:: TASK TO COMPLETE ::
Extract the data exactly, missing nothing.

[Collected data entries]
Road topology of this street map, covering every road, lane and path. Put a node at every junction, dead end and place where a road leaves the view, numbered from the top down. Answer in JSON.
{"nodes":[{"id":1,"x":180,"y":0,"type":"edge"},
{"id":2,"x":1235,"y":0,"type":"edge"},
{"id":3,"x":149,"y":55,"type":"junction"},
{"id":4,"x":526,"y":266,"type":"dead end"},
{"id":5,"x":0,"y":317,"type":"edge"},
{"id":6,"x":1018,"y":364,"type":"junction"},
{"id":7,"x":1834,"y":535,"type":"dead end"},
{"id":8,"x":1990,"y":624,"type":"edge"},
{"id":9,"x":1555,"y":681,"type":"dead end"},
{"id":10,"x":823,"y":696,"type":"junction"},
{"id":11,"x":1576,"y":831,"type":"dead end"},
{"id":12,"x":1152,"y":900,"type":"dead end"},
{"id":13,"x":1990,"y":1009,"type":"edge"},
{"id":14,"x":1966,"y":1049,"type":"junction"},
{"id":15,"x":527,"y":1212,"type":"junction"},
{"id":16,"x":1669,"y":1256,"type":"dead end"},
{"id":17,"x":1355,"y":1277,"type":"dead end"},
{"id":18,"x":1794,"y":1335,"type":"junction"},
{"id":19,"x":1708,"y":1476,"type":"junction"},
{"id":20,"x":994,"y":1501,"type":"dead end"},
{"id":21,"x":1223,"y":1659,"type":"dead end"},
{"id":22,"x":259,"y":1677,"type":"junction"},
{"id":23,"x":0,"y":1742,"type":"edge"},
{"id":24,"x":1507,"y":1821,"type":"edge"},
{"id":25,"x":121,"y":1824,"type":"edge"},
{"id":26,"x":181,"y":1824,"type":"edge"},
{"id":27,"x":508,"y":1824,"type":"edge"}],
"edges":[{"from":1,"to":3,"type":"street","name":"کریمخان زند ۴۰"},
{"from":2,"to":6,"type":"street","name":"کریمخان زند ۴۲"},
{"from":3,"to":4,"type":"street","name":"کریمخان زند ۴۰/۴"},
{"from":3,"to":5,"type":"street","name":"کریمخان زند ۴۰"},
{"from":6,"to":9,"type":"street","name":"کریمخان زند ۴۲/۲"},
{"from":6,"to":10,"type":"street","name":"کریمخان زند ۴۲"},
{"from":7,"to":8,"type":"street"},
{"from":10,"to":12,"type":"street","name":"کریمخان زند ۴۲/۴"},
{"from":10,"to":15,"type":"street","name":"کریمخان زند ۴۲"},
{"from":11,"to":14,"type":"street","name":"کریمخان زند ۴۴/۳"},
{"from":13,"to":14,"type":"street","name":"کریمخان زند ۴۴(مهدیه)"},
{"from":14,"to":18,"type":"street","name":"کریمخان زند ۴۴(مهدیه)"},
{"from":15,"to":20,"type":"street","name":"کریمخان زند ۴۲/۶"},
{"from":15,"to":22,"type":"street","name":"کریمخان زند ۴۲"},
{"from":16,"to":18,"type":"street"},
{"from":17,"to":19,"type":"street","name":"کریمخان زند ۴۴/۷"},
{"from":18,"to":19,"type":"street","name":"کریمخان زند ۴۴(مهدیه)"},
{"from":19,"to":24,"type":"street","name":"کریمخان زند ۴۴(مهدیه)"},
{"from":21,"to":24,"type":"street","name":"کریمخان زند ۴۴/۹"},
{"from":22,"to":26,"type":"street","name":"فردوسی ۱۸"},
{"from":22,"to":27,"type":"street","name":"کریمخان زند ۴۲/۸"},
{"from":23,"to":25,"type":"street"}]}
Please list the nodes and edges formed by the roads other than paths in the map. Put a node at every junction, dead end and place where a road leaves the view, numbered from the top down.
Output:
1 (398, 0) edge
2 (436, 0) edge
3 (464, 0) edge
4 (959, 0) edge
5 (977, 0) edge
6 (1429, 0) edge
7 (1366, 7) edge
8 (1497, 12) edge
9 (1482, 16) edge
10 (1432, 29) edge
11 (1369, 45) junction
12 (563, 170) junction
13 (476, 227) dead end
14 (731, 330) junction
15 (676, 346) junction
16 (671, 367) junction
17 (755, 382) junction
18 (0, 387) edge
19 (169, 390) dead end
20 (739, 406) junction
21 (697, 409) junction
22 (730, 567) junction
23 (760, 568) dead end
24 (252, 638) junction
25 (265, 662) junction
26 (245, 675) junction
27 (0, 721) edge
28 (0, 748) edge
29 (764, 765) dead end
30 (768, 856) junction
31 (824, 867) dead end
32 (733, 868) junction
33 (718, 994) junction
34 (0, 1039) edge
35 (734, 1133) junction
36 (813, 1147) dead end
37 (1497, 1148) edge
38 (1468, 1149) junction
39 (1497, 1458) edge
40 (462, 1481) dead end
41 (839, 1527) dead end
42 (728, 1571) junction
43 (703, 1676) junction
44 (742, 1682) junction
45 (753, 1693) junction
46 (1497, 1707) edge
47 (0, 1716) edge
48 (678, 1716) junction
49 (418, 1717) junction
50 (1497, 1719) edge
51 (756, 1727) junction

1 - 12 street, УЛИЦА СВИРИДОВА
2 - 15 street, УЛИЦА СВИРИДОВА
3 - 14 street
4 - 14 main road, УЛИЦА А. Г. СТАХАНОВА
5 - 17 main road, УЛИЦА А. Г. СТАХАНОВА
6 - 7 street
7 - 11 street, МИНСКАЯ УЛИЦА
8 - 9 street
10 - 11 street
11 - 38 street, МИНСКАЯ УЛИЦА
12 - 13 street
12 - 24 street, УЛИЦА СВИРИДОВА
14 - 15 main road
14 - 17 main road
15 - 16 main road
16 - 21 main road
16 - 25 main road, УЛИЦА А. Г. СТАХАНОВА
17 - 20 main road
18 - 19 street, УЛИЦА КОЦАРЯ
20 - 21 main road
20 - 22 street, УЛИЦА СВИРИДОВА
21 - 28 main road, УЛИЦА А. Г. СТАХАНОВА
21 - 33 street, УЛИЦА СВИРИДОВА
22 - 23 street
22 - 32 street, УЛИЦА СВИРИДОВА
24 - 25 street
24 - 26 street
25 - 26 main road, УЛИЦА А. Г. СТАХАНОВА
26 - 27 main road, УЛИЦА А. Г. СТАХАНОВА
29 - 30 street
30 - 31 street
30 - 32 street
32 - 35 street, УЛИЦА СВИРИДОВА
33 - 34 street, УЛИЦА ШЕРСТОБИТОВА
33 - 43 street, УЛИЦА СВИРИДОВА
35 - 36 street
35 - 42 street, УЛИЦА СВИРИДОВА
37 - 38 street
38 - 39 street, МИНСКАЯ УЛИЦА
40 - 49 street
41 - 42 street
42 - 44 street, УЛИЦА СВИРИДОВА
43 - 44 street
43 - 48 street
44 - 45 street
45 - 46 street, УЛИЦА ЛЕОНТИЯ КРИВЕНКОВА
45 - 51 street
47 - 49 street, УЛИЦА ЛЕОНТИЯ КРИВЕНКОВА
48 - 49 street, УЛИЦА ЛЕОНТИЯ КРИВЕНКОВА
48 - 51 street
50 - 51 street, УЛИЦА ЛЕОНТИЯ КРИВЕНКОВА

:: TASK RESPONSE ::
Road topology of this street map, covering every road, lane and path. Put a node at every junction, dead end and place where a road leaves the view, numbered from the top down. Answer in JSON.
{"nodes":[{"id":1,"x":180,"y":0,"type":"edge"},
{"id":2,"x":1235,"y":0,"type":"edge"},
{"id":3,"x":149,"y":55,"type":"junction"},
{"id":4,"x":526,"y":266,"type":"dead end"},
{"id":5,"x":0,"y":317,"type":"edge"},
{"id":6,"x":1018,"y":364,"type":"junction"},
{"id":7,"x":1834,"y":535,"type":"dead end"},
{"id":8,"x":1990,"y":624,"type":"edge"},
{"id":9,"x":1555,"y":681,"type":"dead end"},
{"id":10,"x":823,"y":696,"type":"junction"},
{"id":11,"x":1576,"y":831,"type":"dead end"},
{"id":12,"x":1152,"y":900,"type":"dead end"},
{"id":13,"x":1990,"y":1009,"type":"edge"},
{"id":14,"x":1966,"y":1049,"type":"junction"},
{"id":15,"x":527,"y":1212,"type":"junction"},
{"id":16,"x":1669,"y":1256,"type":"dead end"},
{"id":17,"x":1355,"y":1277,"type":"dead end"},
{"id":18,"x":1794,"y":1335,"type":"junction"},
{"id":19,"x":1708,"y":1476,"type":"junction"},
{"id":20,"x":994,"y":1501,"type":"dead end"},
{"id":21,"x":1223,"y":1659,"type":"dead end"},
{"id":22,"x":259,"y":1677,"type":"junction"},
{"id":23,"x":0,"y":1742,"type":"edge"},
{"id":24,"x":1507,"y":1821,"type":"edge"},
{"id":25,"x":121,"y":1824,"type":"edge"},
{"id":26,"x":181,"y":1824,"type":"edge"},
{"id":27,"x":508,"y":1824,"type":"edge"}],
"edges":[{"from":1,"to":3,"type":"street","name":"کریمخان زند ۴۰"},
{"from":2,"to":6,"type":"street","name":"کریمخان زند ۴۲"},
{"from":3,"to":4,"type":"street","name":"کریمخان زند ۴۰/۴"},
{"from":3,"to":5,"type":"street","name":"کریمخان زند ۴۰"},
{"from":6,"to":9,"type":"street","name":"کریمخان زند ۴۲/۲"},
{"from":6,"to":10,"type":"street","name":"کریمخان زند ۴۲"},
{"from":7,"to":8,"type":"street"},
{"from":10,"to":12,"type":"street","name":"کریمخان زند ۴۲/۴"},
{"from":10,"to":15,"type":"street","name":"کریمخان زند ۴۲"},
{"from":11,"to":14,"type":"street","name":"کریمخان زند ۴۴/۳"},
{"from":13,"to":14,"type":"street","name":"کریمخان زند ۴۴(مهدیه)"},
{"from":14,"to":18,"type":"street","name":"کریمخان زند ۴۴(مهدیه)"},
{"from":15,"to":20,"type":"street","name":"کریمخان زند ۴۲/۶"},
{"from":15,"to":22,"type":"street","name":"کریمخان زند ۴۲"},
{"from":16,"to":18,"type":"street"},
{"from":17,"to":19,"type":"street","name":"کریمخان زند ۴۴/۷"},
{"from":18,"to":19,"type":"street","name":"کریمخان زند ۴۴(مهدیه)"},
{"from":19,"to":24,"type":"street","name":"کریمخان زند ۴۴(مهدیه)"},
{"from":21,"to":24,"type":"street","name":"کریمخان زند ۴۴/۹"},
{"from":22,"to":26,"type":"street","name":"فردوسی ۱۸"},
{"from":22,"to":27,"type":"street","name":"کریمخان زند ۴۲/۸"},
{"from":23,"to":25,"type":"street"}]}
Please list the nodes and edges formed by the roads other than paths in the map. Put a node at every junction, dead end and place where a road leaves the view, numbered from the top down.
Output:
1 (398, 0) edge
2 (436, 0) edge
3 (464, 0) edge
4 (959, 0) edge
5 (977, 0) edge
6 (1429, 0) edge
7 (1366, 7) edge
8 (1497, 12) edge
9 (1482, 16) edge
10 (1432, 29) edge
11 (1369, 45) junction
12 (563, 170) junction
13 (476, 227) dead end
14 (731, 330) junction
15 (676, 346) junction
16 (671, 367) junction
17 (755, 382) junction
18 (0, 387) edge
19 (169, 390) dead end
20 (739, 406) junction
21 (697, 409) junction
22 (730, 567) junction
23 (760, 568) dead end
24 (252, 638) junction
25 (265, 662) junction
26 (245, 675) junction
27 (0, 721) edge
28 (0, 748) edge
29 (764, 765) dead end
30 (768, 856) junction
31 (824, 867) dead end
32 (733, 868) junction
33 (718, 994) junction
34 (0, 1039) edge
35 (734, 1133) junction
36 (813, 1147) dead end
37 (1497, 1148) edge
38 (1468, 1149) junction
39 (1497, 1458) edge
40 (462, 1481) dead end
41 (839, 1527) dead end
42 (728, 1571) junction
43 (703, 1676) junction
44 (742, 1682) junction
45 (753, 1693) junction
46 (1497, 1707) edge
47 (0, 1716) edge
48 (678, 1716) junction
49 (418, 1717) junction
50 (1497, 1719) edge
51 (756, 1727) junction

1 - 12 street, УЛИЦА СВИРИДОВА
2 - 15 street, УЛИЦА СВИРИДОВА
3 - 14 street
4 - 14 main road, УЛИЦА А. Г. СТАХАНОВА
5 - 17 main road, УЛИЦА А. Г. СТАХАНОВА
6 - 7 street
7 - 11 street, МИНСКАЯ УЛИЦА
8 - 9 street
10 - 11 street
11 - 38 street, МИНСКАЯ УЛИЦА
12 - 13 street
12 - 24 street, УЛИЦА СВИРИДОВА
14 - 15 main road
14 - 17 main road
15 - 16 main road
16 - 21 main road
16 - 25 main road, УЛИЦА А. Г. СТАХАНОВА
17 - 20 main road
18 - 19 street, УЛИЦА КОЦАРЯ
20 - 21 main road
20 - 22 street, УЛИЦА СВИРИДОВА
21 - 28 main road, УЛИЦА А. Г. СТАХАНОВА
21 - 33 street, УЛИЦА СВИРИДОВА
22 - 23 street
22 - 32 street, УЛИЦА СВИРИДОВА
24 - 25 street
24 - 26 street
25 - 26 main road, УЛИЦА А. Г. СТАХАНОВА
26 - 27 main road, УЛИЦА А. Г. СТАХАНОВА
29 - 30 street
30 - 31 street
30 - 32 street
32 - 35 street, УЛИЦА СВИРИДОВА
33 - 34 street, УЛИЦА ШЕРСТОБИТОВА
33 - 43 street, УЛИЦА СВИРИДОВА
35 - 36 street
35 - 42 street, УЛИЦА СВИРИДОВА
37 - 38 street
38 - 39 street, МИНСКАЯ УЛИЦА
40 - 49 street
41 - 42 street
42 - 44 street, УЛИЦА СВИРИДОВА
43 - 44 street
43 - 48 street
44 - 45 street
45 - 46 street, УЛИЦА ЛЕОНТИЯ КРИВЕНКОВА
45 - 51 street
47 - 49 street, УЛИЦА ЛЕОНТИЯ КРИВЕНКОВА
48 - 49 street, УЛИЦА ЛЕОНТИЯ КРИВЕНКОВА
48 - 51 street
50 - 51 street, УЛИЦА ЛЕОНТИЯ КРИВЕНКОВА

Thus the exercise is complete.